I have constructed a number system similar to the quaternions, but with three dimensions, not four, ie vectors of the form $(x, y, z)$. It has fairly well-behaved multiplication and division and every non-zero element has an inverse. My algebra is not commutative, not associative and it only obeys the distributive law on one side.

Where can I publish my paper on this number system?

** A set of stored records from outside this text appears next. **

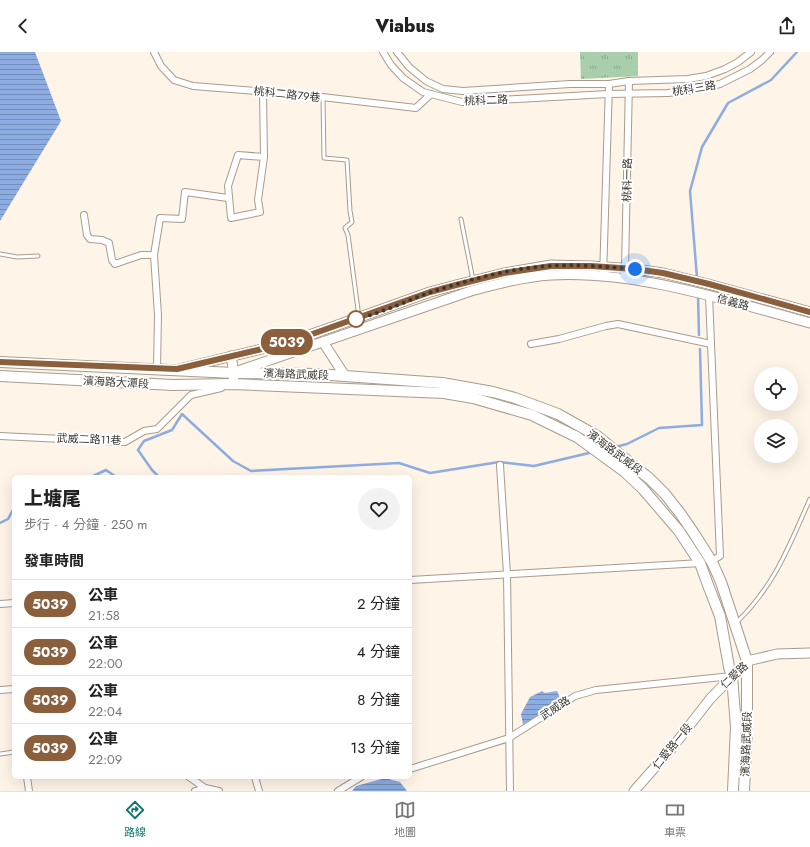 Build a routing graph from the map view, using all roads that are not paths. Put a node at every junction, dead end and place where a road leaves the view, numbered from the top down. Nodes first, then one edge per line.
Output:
1 (154, 52) edge
2 (383, 52) edge
3 (397, 52) edge
4 (751, 52) edge
5 (770, 52) edge
6 (629, 81) junction
7 (608, 84) junction
8 (263, 92) junction
9 (431, 94) junction
10 (608, 94) junction
11 (629, 94) junction
12 (323, 98) junction
13 (264, 157) junction
14 (228, 198) junction
15 (84, 215) dead end
16 (461, 219) dead end
17 (0, 254) edge
18 (154, 255) junction
19 (38, 256) dead end
20 (604, 267) junction
21 (625, 269) junction
22 (603, 277) junction
23 (624, 279) junction
24 (473, 280) junction
25 (476, 290) junction
26 (706, 295) junction
27 (810, 312) edge
28 (359, 318) junction
29 (810, 323) edge
30 (323, 342) junction
31 (531, 344) dead end
32 (711, 344) junction
33 (231, 356) junction
34 (0, 362) edge
35 (157, 368) junction
36 (177, 369) junction
37 (234, 372) junction
38 (0, 376) edge
39 (345, 376) junction
40 (232, 384) junction
41 (0, 436) edge
42 (500, 465) dead end
43 (810, 499) edge
44 (712, 562) junction
45 (700, 563) junction
46 (507, 574) junction
47 (412, 580) edge
48 (12, 603) edge
49 (0, 604) edge
50 (735, 623) junction
51 (810, 653) edge
52 (747, 661) junction
53 (732, 676) junction
54 (0, 690) edge
55 (12, 690) edge
56 (710, 699) joint
57 (509, 738) junction
58 (12, 752) edge
59 (0, 754) edge
60 (412, 768) edge
61 (27, 779) edge
62 (191, 779) edge
63 (256, 779) edge
64 (358, 779) edge
65 (205, 790) edge
66 (29, 791) edge
67 (195, 791) edge
68 (220, 791) edge
69 (259, 791) edge
70 (338, 791) edge
71 (510, 791) edge
72 (634, 791) edge
73 (733, 791) edge
74 (744, 791) edge

1 - 8 street, 桃科二路79巷
2 - 9 street, 桃科二路
3 - 7 street, 桃科二路
4 - 6 street, 桃科三路
5 - 11 street, 桃科三路
6 - 7 street, 桃科三路
6 - 11 street, 桃科一路
7 - 10 street, 桃科一路
8 - 12 street, 桃科二路79巷
8 - 13 street
9 - 10 street, 桃科二路
9 - 12 street, 桃科二路79巷
10 - 11 street, 桃科三路
10 - 20 street, 桃科一路
11 - 21 street, 桃科一路
12 - 28 lane
13 - 14 street
13 - 14 street
14 - 18 street
15 - 18 street
16 - 24 lane
17 - 19 lane
18 - 35 street
20 - 21 main road
20 - 22 street, 桃科一路
20 - 24 main road
21 - 23 street, 桃科一路
21 - 27 main road, 信義路
22 - 23 main road
22 - 25 main road
23 - 26 main road, 信義路
24 - 25 lane
24 - 28 main road
25 - 30 main road
26 - 29 main road, 信義路
26 - 32 street
28 - 33 main road
30 - 37 main road
30 - 39 main road
31 - 32 street
32 - 44 street
33 - 36 main road
33 - 37 main road
34 - 35 main road, 濱海路大潭段
35 - 36 main road, 濱海路大潭段
36 - 37 main road, 濱海路武威段
37 - 39 main road, 濱海路武威段
37 - 40 main road
38 - 40 main road, 濱海路大潭段
39 - 44 main road, 濱海路武威段
40 - 41 street, 武威二路11巷
40 - 45 main road, 濱海路武威段
42 - 46 street
43 - 50 lane
44 - 45 street
44 - 50 main road, 濱海路武威段
45 - 46 street
45 - 53 main road, 濱海路武威段
46 - 47 street
46 - 57 street
48 - 49 street
50 - 52 main road, 濱海路武威段
51 - 52 main road, 仁愛路
52 - 53 main road, 仁愛路
52 - 74 main road, 濱海路武威段
53 - 56 main road, 仁愛路
53 - 57 street, 武威路
53 - 73 main road, 濱海路武威段
54 - 55 street
56 - 72 main road, 仁愛路一段
57 - 60 street, 武威路
57 - 71 street
58 - 59 lane
61 - 66 street
62 - 65 street
63 - 69 street
64 - 70 street
65 - 67 street
65 - 68 street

My corrected paper is here: http://soler7.com/IFAQ/Ternions.doc

Definition of vector multiplication If $v$ and $q$ are two vectors, $v = (a, b, c)$ and $q = (x, y, z)$, then their product, $vq = (a, b, c)(x, y, z)$ is defined to be

$$ (ax - by - cz, b|q| + yw, c|q| + zw ), $$

where $|q| = \sqrt{x^2 + y^2 + z^2}$ and

$$ w = a + \frac{(by + cz)(x - |q|)}{(y^2 + z^2)} $$

provided $y$ or $z$ is non-zero. If $y$ and $z$ are both zero then $vq = (xa, xb, xc)$.

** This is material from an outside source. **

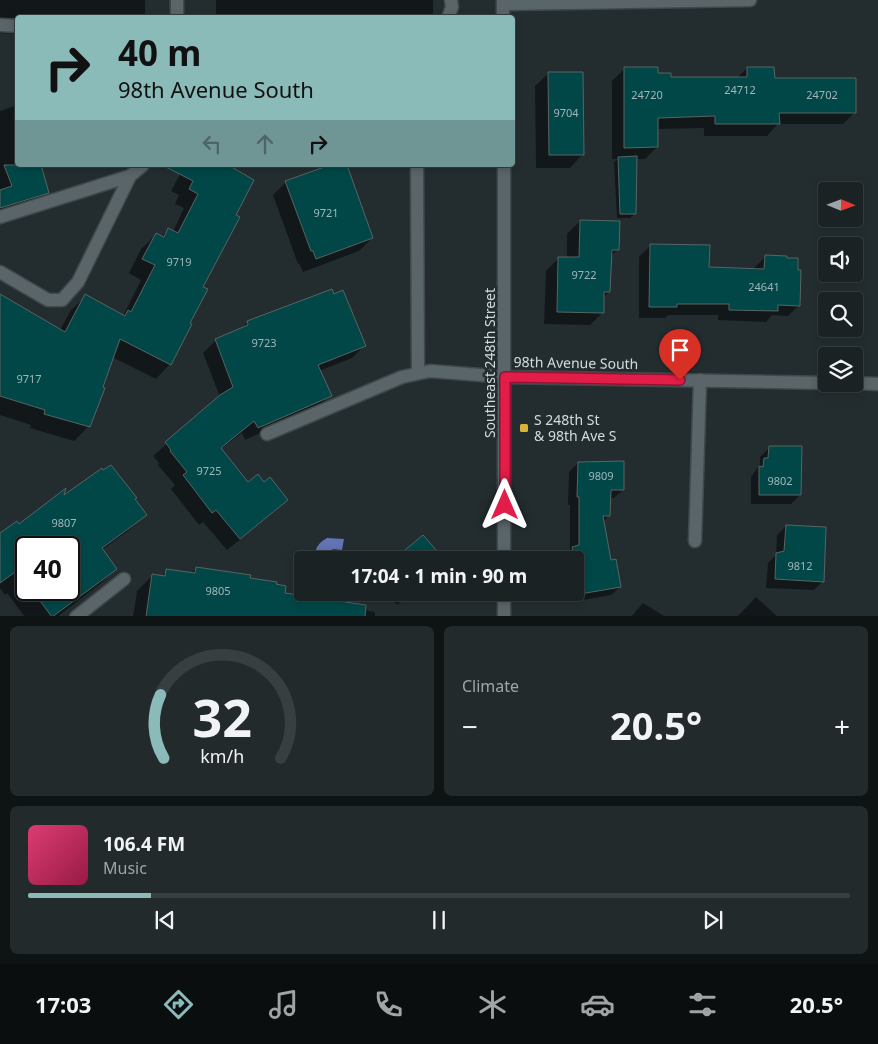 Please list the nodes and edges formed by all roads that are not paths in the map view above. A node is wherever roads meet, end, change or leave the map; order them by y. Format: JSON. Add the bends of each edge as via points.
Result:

The reciprocal of the vector is given by

$$ (x, y, z)^{-1} = |q|^{-2}(x, -y, -z). $$

Proof that this acts as the reciprocal of $q$ on the right.

$$ qq^{-1} = (x, y, z)|q|^{-2}(x, -y, -z) = |q|^{-2}(x, y, z)(x, -y, -z) $$

using the definition of multiplication, i.e.

$$ (a, b, c)(x, y, z) = (ax - by - cz, b|q| + yw, c|q| + zw), $$

we obtain

\begin{align*} qq^{-1} &= |q|^{-2} \left( \begin{gathered} x^2 + y^2 + z^2, \\ y|q| - y\Bigl(x + \frac{(-y^2 -z^2)(x - |q|)}{y^2 + z^2}\Bigr), \\ z|q| - z\Bigl(x + \frac{(-y^2 -z^2)(x - |q|)}{y^2 + z^2}\Bigr) \end{gathered} \right) \\ &= |q|^{-2} \bigl(x^2 + y^2 + z^2,\ y|q| - yx + y(x - |q|),\ z|q| - zx + z(x - |q|)\bigr) \\ &= |q|^{-2}(x^2 + y^2 + z^2, 0, 0) \\ &= (1, 0, 0) \end{align*}

as required.

Proof that that $|q|^{-2}(x, -y, -z)$ acts as the reciprocal of $q$ on the left.

$$ q^{-1}q = |q|^{-2}(x, -y, -z)(x, y, z). $$

Using the definition of multiplication:

\begin{align*} q^{-1}q &= |q|^{-2}\left( \begin{gathered} x^2 + y^2 + z^2, \\ - y|q| + y\Bigl(x + \frac{(- y^2 - z^2)(x - |q|)}{y^2 + z^2}\Bigr), \\ - z|q| + z\Bigl(x + \frac{(- y^2 - z^2)(x - |q|)}{y^2 + z^2}\Bigr) \end{gathered} \right) \\ &= |q|^{-2} \bigl(x^2 + y^2 + z^2, -y|q| + yx - y(x - |q|), -z|q| + zx - z(x - |q|)\bigr) \\ &= (1, 0, 0) \end{align*}

as required.

So the vector $|q|^{-2}(x, -y, -z)$ behaves correctly as the reciprocal of $(x, y, z)$ on both the left and the right. All non-zero vectors have reciprocals.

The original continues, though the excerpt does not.